İmam Müslim'in "Sahih"inde bu namazın vaktini ifade etmek için şu bâb başlığı kullanılmıştır:

"EVVABİN NAMAZININ, SICAKTAN DEVE YAVRULARININ AYAKLARI YANDIĞI ZAMAN KILINMASI BÂBI"

(ÖNEMLİ NOT: İmam Müslim eserinde hiç bâb başlığı kullanmamıştır. O'nun eserine bâb başlıkları, eserden faydalanmak kolay olsun diye sonradan koyulmuştur. Bu bâb başlıklarına son halini veren İmam Nevevî'dir.)

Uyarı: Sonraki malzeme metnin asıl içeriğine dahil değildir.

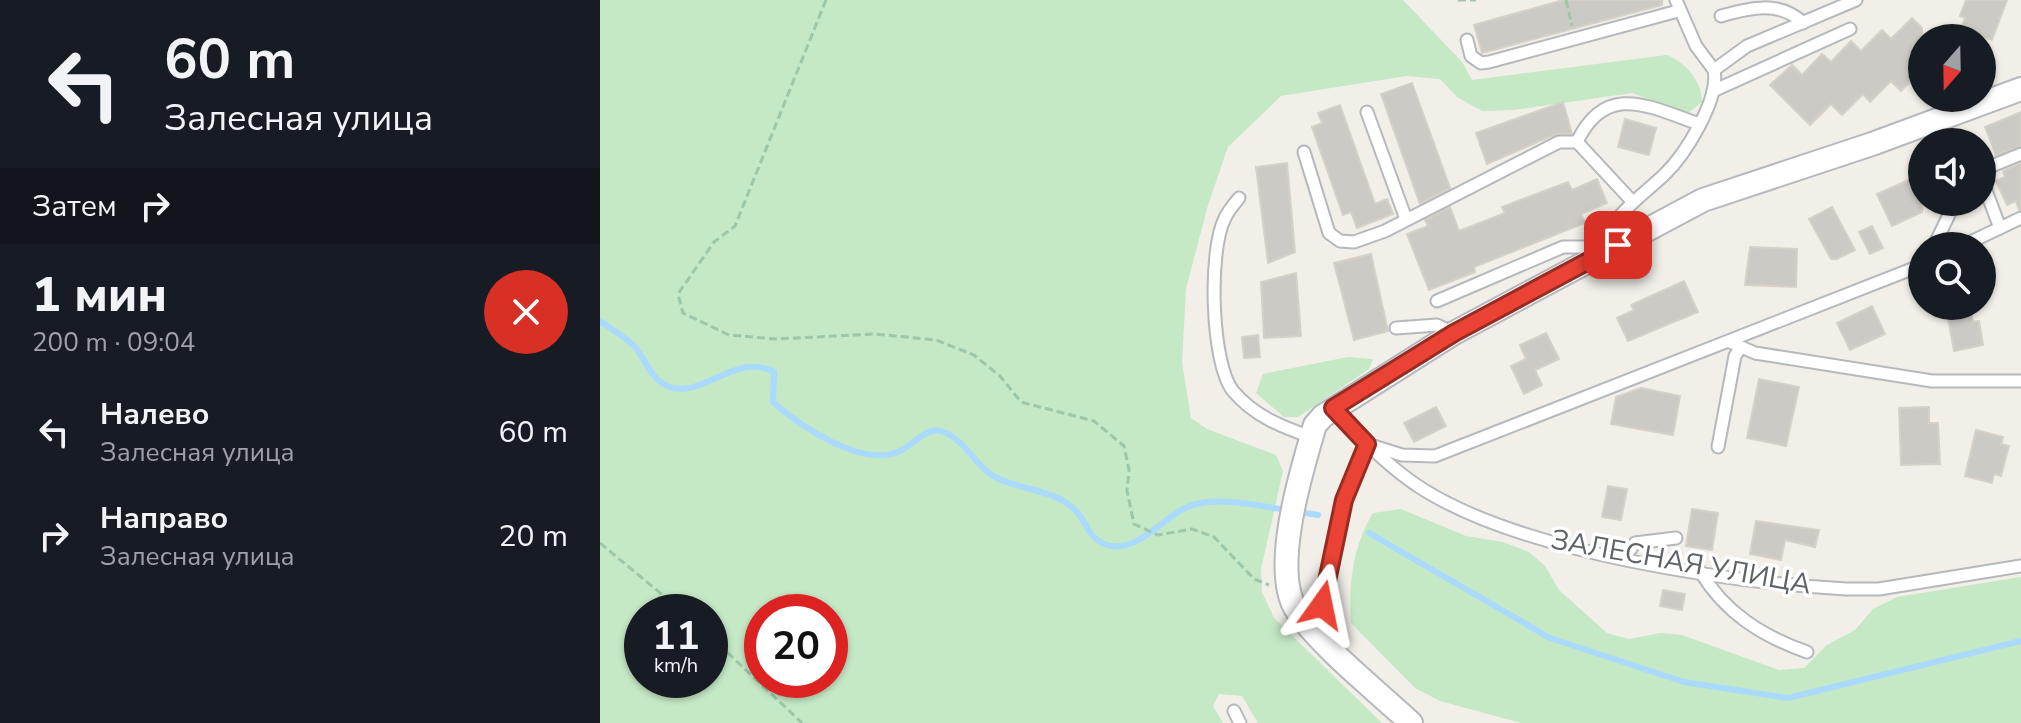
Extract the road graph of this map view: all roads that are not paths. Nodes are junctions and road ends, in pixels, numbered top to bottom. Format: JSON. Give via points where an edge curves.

Bu başlık altında yer alan "Sahîh" rivayette ise, Rasulullah (sallallahu aleyhi ve sellem) şöyle buyurmuştur:

"Evvâbîn namazı, sıcaktan deve yavrularının ayakları yandığı zaman kılınır."

İmam Nevevî bu hadis hakkında şöyle demektedir:

"Ulemâmız, bu vaktin kuşluk namazı için en elverişli ve faziletli vakit olduğunu söylemişlerdir."

Bu cümleden de anlıyoruz ki; evvâbin namazı, kuşluk namazıyla aynıdır ve öğleden önce, güneşin kumları ısıttığı bir vakitte kılınır.

Başta da sonda da hamd alemlerin Rabbi Allah'adır (Subhanehu ve Teala).